SnapMirroring to disaster recovery site requires huge amount of data to be transferred over the WAN link. In some cases replication can significantly lag from the defined schedule. There are two ways to reduce the amount of traffic and speed up replication: deduplication and compression.
If you apply deduplication to the replicated volumes, you simply reduce the amount of data you need to be transferred. You can read how to enable deduplication in my previous post.
Compression is a less known feature of SnapMirror. What it does is compression of the data being transferred on the source and decompression on the destination. Data inside the volume is left intact.

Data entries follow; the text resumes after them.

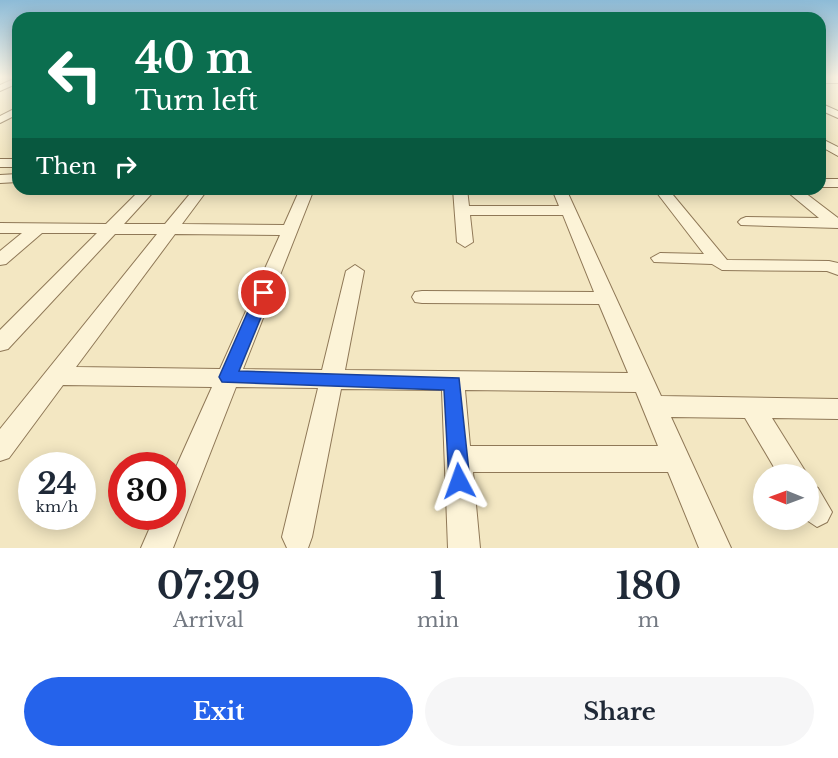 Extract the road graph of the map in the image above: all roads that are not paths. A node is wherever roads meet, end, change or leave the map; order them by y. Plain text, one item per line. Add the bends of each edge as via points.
1 (826, 139) edge
2 (838, 152) edge
3 (143, 195) edge
4 (196, 195) edge
5 (305, 195) edge
6 (461, 195) edge
7 (562, 195) edge
8 (665, 195) edge
9 (799, 195) edge
10 (568, 210) junction
11 (462, 211) junction
12 (746, 222) dead end
13 (837, 223) edge
14 (0, 228) edge
15 (38, 228) junction
16 (112, 228) junction
17 (171, 228) junction
18 (290, 230) junction
19 (465, 242) dead end
20 (660, 258) dead end
21 (717, 259) junction
22 (0, 260) edge
23 (838, 269) edge
24 (355, 271) dead end
25 (422, 297) dead end
26 (607, 298) junction
27 (0, 343) edge
28 (58, 376) junction
29 (228, 377) junction
30 (331, 378) junction
31 (453, 383) junction
32 (645, 383) junction
33 (656, 406) junction
34 (751, 406) junction
35 (838, 409) edge
36 (0, 450) edge
37 (458, 459) junction
38 (678, 459) junction
39 (787, 464) edge
40 (186, 478) edge
41 (164, 530) edge
42 (297, 537) dead end
43 (157, 548) edge
44 (464, 548) edge
45 (715, 548) edge

1 - 2 street
3 - 16 street
4 - 17 street
5 - 18 street
6 - 11 street
7 - 10 street
8 - 21 street
9 - 13 street
10 - 11 street
10 - 26 street
11 - 19 street
12 - 13 street
14 - 15 street
15 - 16 street
15 - 22 street
16 - 17 street
16 - 27 street
17 - 18 street
17 - 28 street
18 - 29 street
20 - 21 street
21 - 23 street via 722,265
24 - 30 street
25 - 26 street
26 - 32 street
28 - 29 street
28 - 36 street
29 - 30 street
29 - 40 street
30 - 31 street
30 - 42 street
31 - 32 street
31 - 37 street
32 - 33 street
33 - 34 street
33 - 38 street
34 - 35 street
34 - 39 street
37 - 38 street
37 - 44 street
38 - 45 street
41 - 43 street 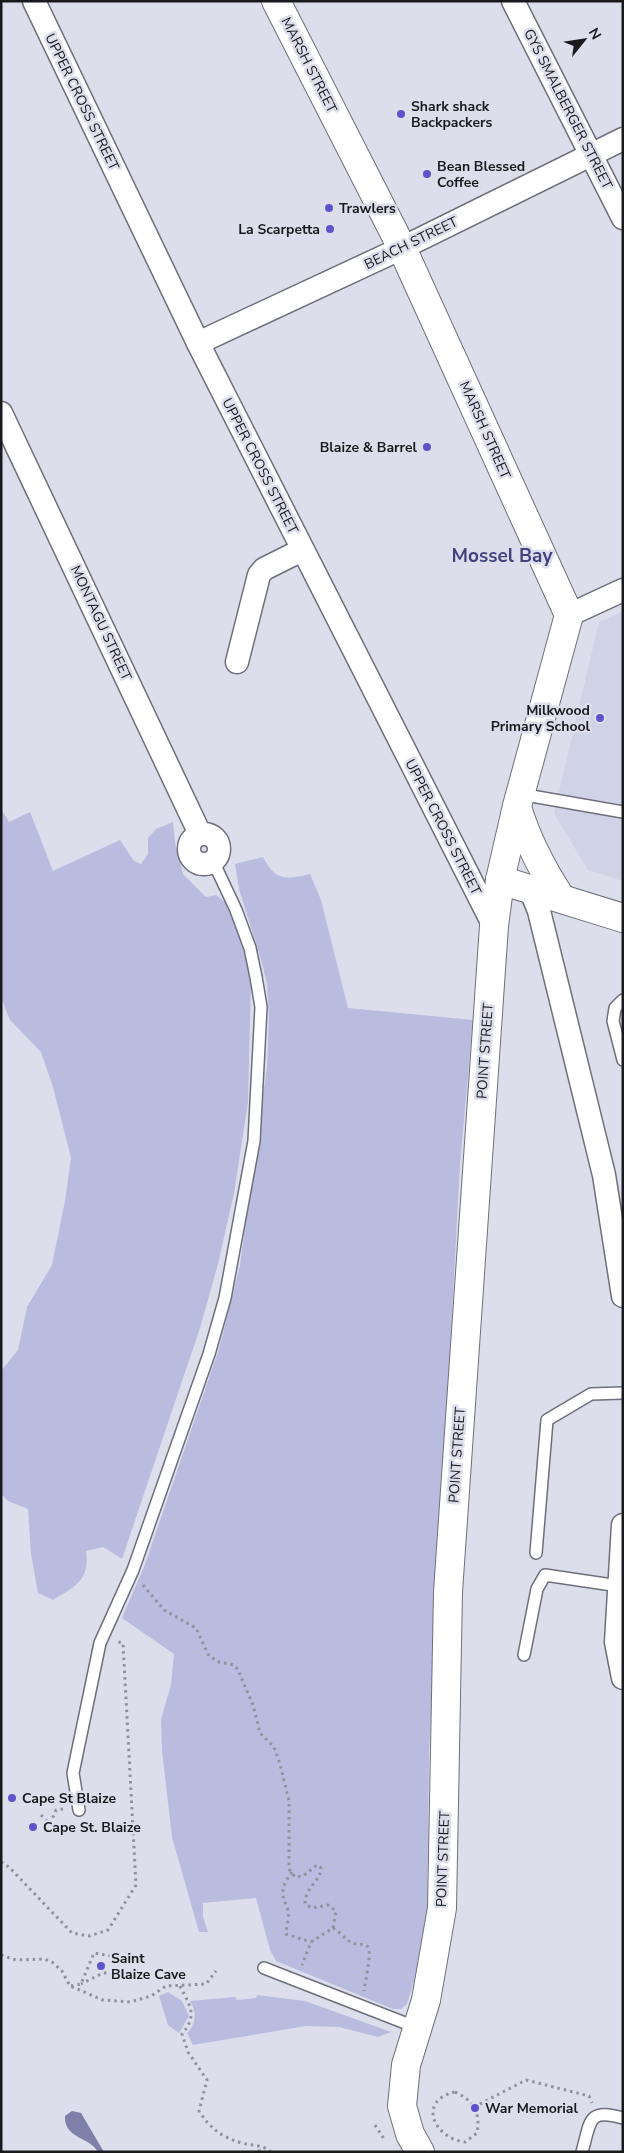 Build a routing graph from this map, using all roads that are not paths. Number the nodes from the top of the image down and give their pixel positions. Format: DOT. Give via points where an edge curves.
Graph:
graph roads {
  1 [pos="34,1"];
  2 [pos="276,1"];
  3 [pos="513,1"];
  4 [pos="623,139"];
  5 [pos="592,156"];
  6 [pos="623,218"];
  7 [pos="402,248"];
  8 [pos="198,344"];
  9 [pos="1,413"];
  10 [pos="302,550"];
  11 [pos="623,590"];
  12 [pos="569,615"];
  13 [pos="237,662"];
  14 [pos="518,800"];
  15 [pos="623,812"];
  16 [pos="526,836"];
  17 [pos="213,861"];
  18 [pos="500,880"];
  19 [pos="531,891"];
  20 [pos="561,898"];
  21 [pos="623,918"];
  22 [pos="494,926"];
  23 [pos="623,1000"];
  24 [pos="623,1060"];
  25 [pos="623,1296"];
  26 [pos="623,1393"];
  27 [pos="623,1525"];
  28 [pos="536,1553"];
  29 [pos="619,1586"];
  30 [pos="524,1655"];
  31 [pos="623,1678"];
  32 [pos="78,1810"];
  33 [pos="264,1968"];
  34 [pos="418,2028"];
  35 [pos="623,2118"];
  36 [pos="420,2152"];
  37 [pos="582,2152"];
  1 -- 8 [label="street, UPPER CROSS STREET"];
  2 -- 7 [label="street, MARSH STREET"];
  3 -- 5 [label="street, GYS SMALBERGER STREET"];
  4 -- 5 [label="street, BEACH STREET"];
  5 -- 6 [label="street, GYS SMALBERGER STREET"];
  5 -- 7 [label="street, BEACH STREET"];
  7 -- 8 [label="street, BEACH STREET"];
  7 -- 12 [label="street, MARSH STREET"];
  8 -- 10 [label="street, UPPER CROSS STREET"];
  9 -- 17 [label="street, MONTAGU STREET" via="200,834 190,842 190,855 200,864"];
  10 -- 13 [label="street" via="264,569 259,575"];
  10 -- 22 [label="street, UPPER CROSS STREET"];
  11 -- 12 [label="street"];
  12 -- 14 [label="street"];
  14 -- 15 [label="lane"];
  14 -- 16 [label="street"];
  14 -- 18 [label="street"];
  16 -- 19 [label="street"];
  16 -- 20 [label="street"];
  17 -- 32 [label="lane" via="250,948 256,977 260,1008 254,1141 223,1307 209,1354 133,1570 102,1639 72,1773"];
  18 -- 19 [label="street"];
  18 -- 22 [label="street, POINT STREET"];
  19 -- 20 [label="street"];
  19 -- 25 [label="street" via="539,912 604,1175"];
  20 -- 21 [label="street"];
  22 -- 34 [label="street, POINT STREET" via="448,1592 442,1908"];
  23 -- 24 [label="lane" via="615,1008 614,1021"];
  26 -- 28 [label="lane" via="591,1394 547,1420"];
  27 -- 29 [label="street"];
  29 -- 30 [label="lane" via="545,1575 537,1589"];
  29 -- 31 [label="street" via="616,1642"];
  33 -- 34 [label="lane"];
  34 -- 36 [label="street, POINT STREET" via="406,2065 402,2108"];
  35 -- 37 [label="lane" via="598,2114 590,2122"];
}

To enable SnapMirror compression you first need to make sure, that all your connections in snapmirror.conf file have names, like:
connection_name=multi(src_system,dst_system)
Then use ‘compression=enable’ configuration option to enable it for particular SnapMirror:
connection_name:src_vol dst_system:dst_vol compression=enable 0 2 * *
To check the compression ration after the transfer has been finished run:
> snapmirror status -l
And look at ‘Compression Ratio’ line:
Source: fas1:src
Destination: fas2:dest
Status: Transferring
Progress: 24 KB
Compression Ratio: 3.5 : 1
…
The one drawback of compression is an increased CPU load. Monitor your CPU load and if it’s too high, use compression selectively.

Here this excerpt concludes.